Data to process:
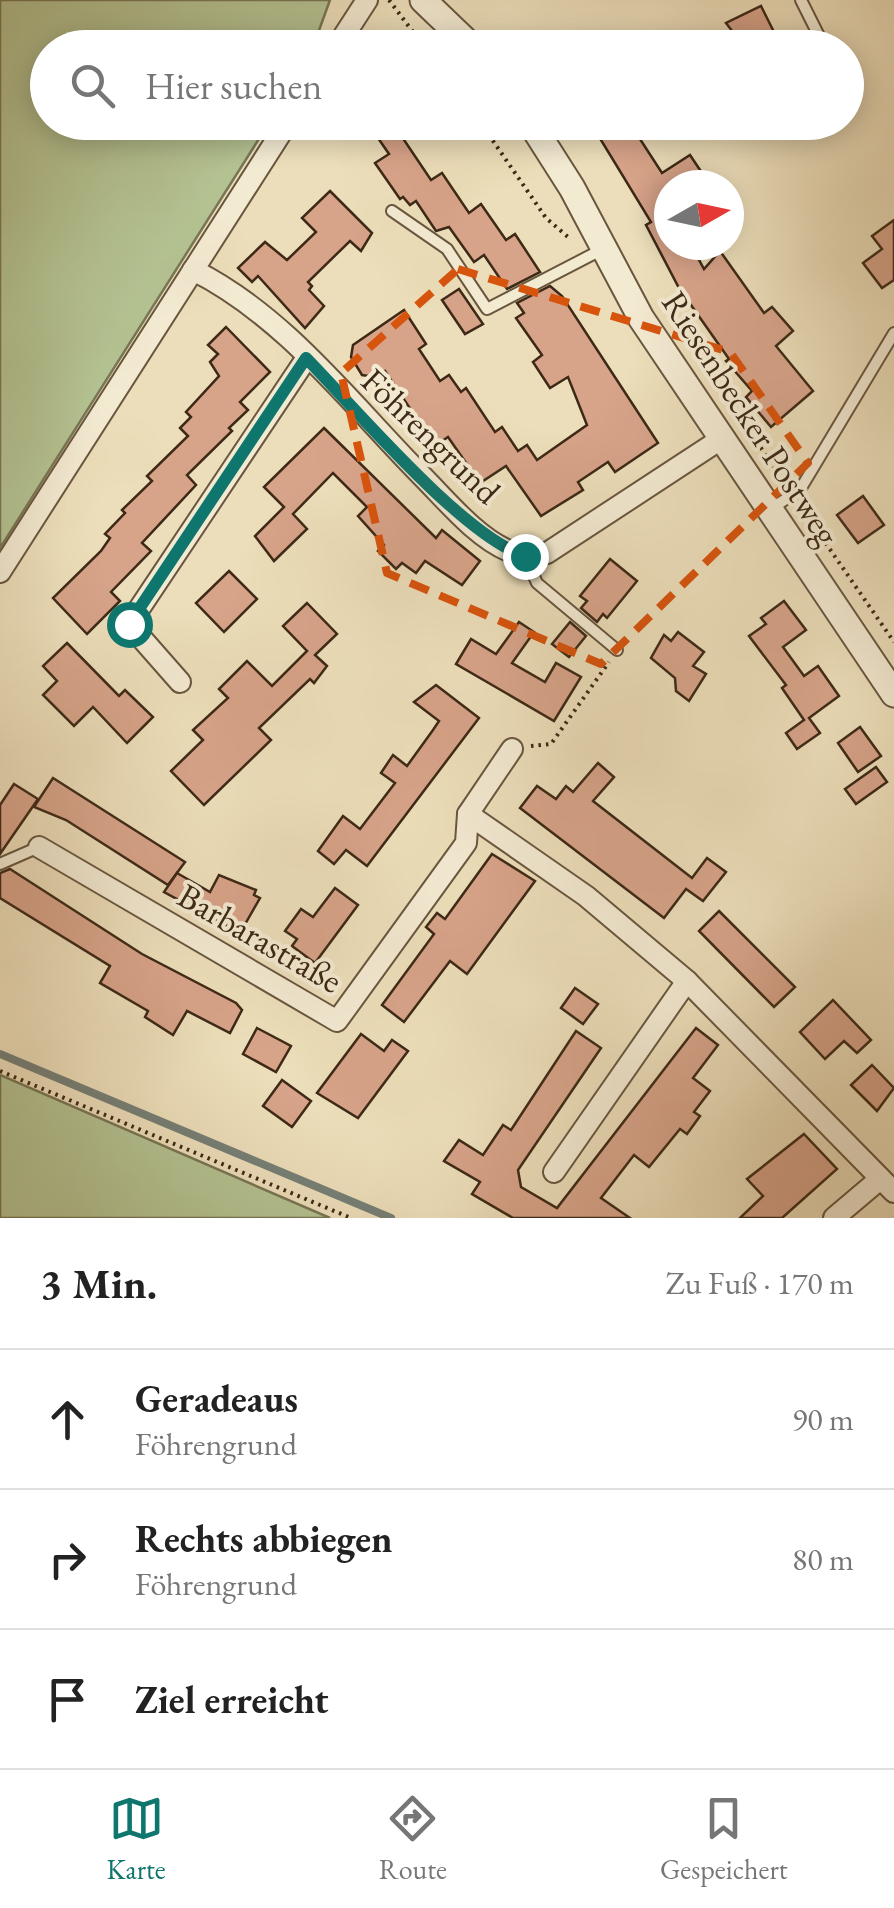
<!DOCTYPE html>
<html lang="de">
<meta charset="utf-8">
<style>
:root{--surface:#fff;--page:#f6f6f6;--text:#222;--muted:#767676;--line:#e0e0e0;--accent:#0f766e}
body{margin:0;font-family:"EB Garamond",serif;background:var(--page);color:var(--text)}
.compass{position:absolute;left:654px;top:170px;width:90px;height:90px;border-radius:50%;background:var(--surface);box-shadow:0 5px 25px #0003;rotate:81deg}
.stop{position:absolute;width:30px;height:30px;margin:-22px;border:8px solid #0f766e;border-radius:50%;background:#fff}
.stop.end{background:#0f766e;border-color:#fff;box-shadow:0 2px 10px #0008}
.list{margin:0;padding:0;list-style:none}
h2{display:flex;justify-content:space-between;align-items:center;height:130px;margin:0;padding:0 40px;font-size:42px}
h2 small{font-size:32px;font-weight:400;color:var(--muted)}
.list li{display:grid;grid-template-columns:65px 1fr auto;gap:30px;align-items:center;box-sizing:border-box;height:140px;padding:0 40px;border-top:2px solid var(--line)}
.list b{display:block;font-size:38px;white-space:nowrap}
.list p{margin:0;font-size:32px;white-space:nowrap;color:var(--muted)}
.list em{font-size:32px;font-style:normal;color:var(--muted)}
.icon{flex:none;width:55px;height:55px;fill:none;stroke:currentColor;stroke-width:2;stroke-linecap:round;stroke-linejoin:round}
.map{position:relative;flex:none;width:894px;height:1218px;overflow:hidden}
.search{position:absolute;background:var(--surface);box-shadow:0 5px 25px #0003;left:30px;right:30px;top:30px;height:110px;display:flex;align-items:center;gap:25px;box-sizing:border-box;padding:0 35px;border-radius:55px;color:var(--muted);font-size:38px}
.sheet{height:550px;background:var(--surface)}
nav{display:flex;justify-content:space-around;align-items:center;box-sizing:border-box;height:140px;border-top:2px solid var(--line);background:var(--surface);font-size:28px;color:var(--muted)}
nav a{display:grid;justify-items:center;gap:5px}
nav .on{color:var(--accent)}
.map>svg:first-child{display:block}
.green{fill:#b4c292;stroke:#787654;stroke-width:2.5}
.lines{fill:none;stroke-linecap:round;stroke-linejoin:round}
.stream{stroke:#768077;stroke-width:8}
.building{fill:#d7a389;stroke:#3d2916;stroke-width:2.5}
.service-casing{stroke:#69563f;stroke-width:14}
.minor-casing{stroke:#69563f;stroke-width:24}
.tertiary-casing{stroke:#69563f;stroke-width:29}
.path{stroke:#3d2916;stroke-width:4;stroke-dasharray:2.5 5;stroke-linecap:butt}
.service{stroke:#f3ead2;stroke-width:10}
.minor{stroke:#f3ead2;stroke-width:20}
.tertiary{stroke:#f3ead2;stroke-width:25}
.route{stroke:#0f766e;stroke-width:12}
.marked{fill:none;stroke:#d7540d;stroke-width:8;stroke-dasharray:20 12;stroke-linejoin:round}
.labels{text-anchor:middle;stroke-width:8;stroke-linejoin:round;paint-order:stroke}
.street-label{font-size:35px;fill:#3d2916;stroke:#f3ead2}
</style>
<div class="map">
<svg width="894" height="1218" viewBox="0 0 894 1218">
<rect width="100%" height="100%" fill="#ecdeba"/>
<filter id="stains"><feTurbulence type="fractalNoise" baseFrequency=".002" numOctaves="4"/><feColorMatrix values="0 0 0 0 .2 0 0 0 0 .09 0 0 0 0 .02 0 0 0 .5 -.17"/></filter>
<radialGradient id="worn" r=".72"><stop offset=".6" stop-color="#630" stop-opacity="0"/><stop offset="1" stop-color="#630" stop-opacity=".3"/></radialGradient>
<g class="green">
<polygon points="0,0 330,0 313,47 48,48 48,122 269,123 0,548"/>
<polygon points="0,1075 330,1218 0,1218"/>
</g>
<g class="lines">
<polyline class="stream" points="0,1054 391,1218"/>
</g>
<g class="building">
<polygon points="761,6 782,48 745,48 726,23"/>
<polygon points="367,122 392,122 431,180 442,173 469,213 481,204 506,240 515,234 540,272 507,289 484,255 474,262 449,227 436,231 416,201 410,205 403,197 400,199 375,163 389,154"/>
<polygon points="590,122 629,122 662,173 690,155 702,173 683,185 669,185 669,245 691,245 704,269 720,251 764,313 772,307 793,331 776,346 813,391 771,427 746,397 752,391 726,361 729,359 679,288 646,225 651,222"/>
<polygon points="330,191 372,233 361,251 350,241 308,282 312,286 309,290 324,306 305,328 258,276 252,282 238,268 265,242 287,260 316,232 302,218"/>
<polygon points="894,220 894,280 882,288 863,263 882,249 872,236"/>
<polygon points="550,286 562,296 658,443 615,472 608,462 578,482 583,490 541,516 506,466 480,483 448,437 435,446 385,371 376,377 362,375 351,357 353,345 404,310 426,344 419,349 440,381 449,375 461,392 466,388 495,432 502,427 518,451 527,445 537,460 587,425 568,377 550,388 533,362 542,355 516,318 524,313 517,303"/>
<polygon points="459,289 483,324 465,334 442,300"/>
<polygon points="226,327 270,372 240,402 248,410 229,428 232,431 187,475 196,485 142,543 151,551 111,592 120,601 87,634 53,598 101,551 110,538 105,534 125,513 122,510 152,481 147,476 188,436 180,428 191,417 186,412 219,376 210,362 218,354 208,345"/>
<polygon points="324,428 436,538 442,530 480,561 462,585 425,561 416,573 402,563 396,569 378,551 384,545 358,516 367,507 333,473 293,514 307,529 274,561 255,536 284,507 264,487"/>
<polygon points="863,496 884,525 858,543 837,515"/>
<polygon points="610,559 637,581 607,618 603,614 597,622 581,608 587,601 580,596"/>
<polygon points="229,571 257,599 224,632 196,603"/>
<polygon points="784,601 806,630 783,647 804,676 818,666 839,696 809,718 820,733 797,749 786,733 804,720 782,688 786,685 749,636 766,624 761,618"/>
<polygon points="307,603 337,634 315,655 327,666 314,683 310,679 259,728 271,740 204,805 171,771 203,740 193,730 228,698 219,689 247,661 272,686 307,651 283,626"/>
<polygon points="519,622 534,632 512,663 545,682 556,663 581,677 554,721 456,664 471,639 496,654"/>
<polygon points="570,622 586,636 569,657 552,644"/>
<polygon points="678,632 704,652 693,666 706,674 689,701 676,691 675,678 651,658 664,635 671,641"/>
<polygon points="67,643 119,696 125,690 153,717 127,743 93,707 74,726 43,695 57,681 43,666"/>
<polygon points="436,685 479,718 367,866 346,850 334,864 318,851 343,816 360,829 395,783 381,773 393,755 407,766 433,730 439,721 414,702"/>
<polygon points="860,727 881,756 858,772 838,743"/>
<polygon points="598,763 614,777 593,801 692,878 707,858 726,872 703,901 686,889 664,918 520,808 537,786 556,799 566,786 573,792"/>
<polygon points="876,767 887,782 856,804 845,789"/>
<polygon points="53,778 185,862 168,885 66,820 34,807"/>
<polygon points="14,784 38,799 0,854 0,805"/>
<polygon points="492,854 535,881 467,974 450,961 404,1022 382,1005 434,934 426,927 437,913 445,919"/>
<polygon points="10,869 142,954 236,1003 242,1010 230,1033 187,1011 173,1035 145,1017 148,1011 100,983 110,966 0,898 0,873"/>
<polygon points="177,873 210,892 219,875 256,890 254,895 260,898 240,933 164,892"/>
<polygon points="335,888 358,905 315,963 292,946 297,939 285,931 301,909 313,917"/>
<polygon points="719,911 795,987 774,1007 699,931"/>
<polygon points="575,988 598,1004 583,1024 561,1008"/>
<polygon points="833,1000 871,1040 857,1053 844,1041 825,1059 800,1032"/>
<polygon points="257,1028 291,1046 276,1072 243,1054"/>
<polygon points="696,1028 718,1045 693,1078 710,1091 694,1112 700,1116 687,1134 680,1129 649,1167 634,1155 601,1198 630,1218 513,1218 472,1194 480,1182 444,1161 459,1140 483,1155 503,1125 511,1130 576,1031 601,1048 518,1170 521,1187 557,1208"/>
<polygon points="361,1034 384,1051 392,1040 408,1051 358,1118 317,1093"/>
<polygon points="872,1065 894,1088 877,1111 851,1085"/>
<polygon points="282,1080 311,1101 292,1127 263,1106"/>
<polygon points="804,1134 837,1169 782,1218 740,1218 763,1196 747,1179"/>
</g>
<g class="lines">
<g class="service-casing">
<g id="service">
<polyline points="801,0 825,48"/>
<polyline points="392,211 447,249 487,309 603,249"/>
<polyline points="773,508 801,488 894,333"/>
<polyline points="525,556 537,583 617,650"/>
<polyline points="0,864 39,847"/>
</g>
</g>
<g class="minor-casing">
<g id="minor">
<polyline points="336,48 367,0"/>
<path d="M193,270C284,315 351,404 422,476C447,501 476,537 509,551C523,557 533,555 547,553L721,439"/>
<polyline points="0,572 288,122"/>
<polyline points="180,682 129,624 306,359"/>
<polyline points="512,749 468,814 586,896 687,981 894,1192"/>
<polyline points="39,847 337,1021 466,843 468,814"/>
<polyline points="554,1172 687,981"/>
<polyline points="834,1218 880,1179"/>
</g>
</g>
<g class="tertiary-casing">
<g id="tertiary">
<polyline points="423,0 473,48"/>
<polyline points="530,122 572,188 641,318 894,694"/>
</g>
</g>
<g class="path">
<polyline points="389,0 425,48"/>
<polyline points="480,122 546,218 568,237"/>
<polyline points="727,398 784,482"/>
<polyline points="800,506 894,642"/>
<polyline points="531,746 551,744 609,662"/>
<polyline points="0,1071 351,1218"/>
</g>
<use href="#service" class="service"/>
<use href="#minor" class="minor"/>
<use href="#tertiary" class="tertiary"/>
</g>
<g class="lines">
<path class="route" d="M129,624L306,358C356,409 463,536 525,556"/>
</g>
<path class="marked" d="M458,269L730,352L808,463L601,664L387,573L341,373Z"/>
<g class="labels">
<g class="street-label">
<text transform="translate(751 418) rotate(57)" y="12">Riesenbecker Postweg</text>
<text transform="translate(431 436) rotate(44)" y="12">Föhrengrund</text>
<text transform="translate(260 938) rotate(30)" y="12">Barbarastraße</text>
</g>
</g>
<rect width="100%" height="100%" filter="url(#stains)"/>
<rect width="100%" height="100%" fill="url(#worn)"/>
</svg>
<svg class="compass" viewBox="-18 -18 36 36"><path d="M0-13l5 13h-10z" fill="#e53935"/><path d="M0 13l5-13h-10z" fill="#767676"/></svg>
<div class="stop" style="left:129px;top:624px"></div>
<div class="stop end" style="left:525px;top:556px"></div>
<div class="search"><svg class="icon" aria-label="search" viewBox="0 0 24 24"><circle cx="10" cy="10" r="6"/><path d="M15 15l6 6"/></svg>Hier suchen</div>
</div>
<section class="sheet">
<h2>3 Min.<small>Zu Fuß · 170 m</small></h2>
<ul class="list">
<li><svg class="icon" aria-label="ahead" viewBox="0 0 24 24"><path d="M12 20V5M6 11l6-6 6 6"/></svg><div><b>Geradeaus</b><p>Föhrengrund</p></div><em>90 m</em></li>
<li><svg class="icon" aria-label="right" viewBox="0 0 24 24"><path d="M7 20v-9h11M14 6l5 5-5 5"/></svg><div><b>Rechts abbiegen</b><p>Föhrengrund</p></div><em>80 m</em></li>
<li><svg class="icon" aria-label="arrive" viewBox="0 0 24 24"><path d="M6 21V4h12l-3 4 3 4H6"/></svg><div><b>Ziel erreicht</b></div></li>
</ul>
</section>
<nav>
<a class="on"><svg class="icon" aria-label="map" viewBox="0 0 24 24"><path d="M3 6l6-2 6 2 6-2v14l-6 2-6-2-6 2zM9 4v14M15 6v14"/></svg>Karte</a>
<a><svg class="icon" aria-label="directions" viewBox="0 0 24 24"><path d="M12 3l9 9-9 9-9-9zM9 14v-3h6M13 9l2 2-2 2"/></svg>Route</a>
<a><svg class="icon" aria-label="saved" viewBox="0 0 24 24"><path d="M7 4h10v16l-5-4-5 4z"/></svg>Gespeichert</a>
</nav>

Task directions:
Throughout the records, the word "list" shows up on certain lines. Report how many lines, with only the number.

Problem solution:
6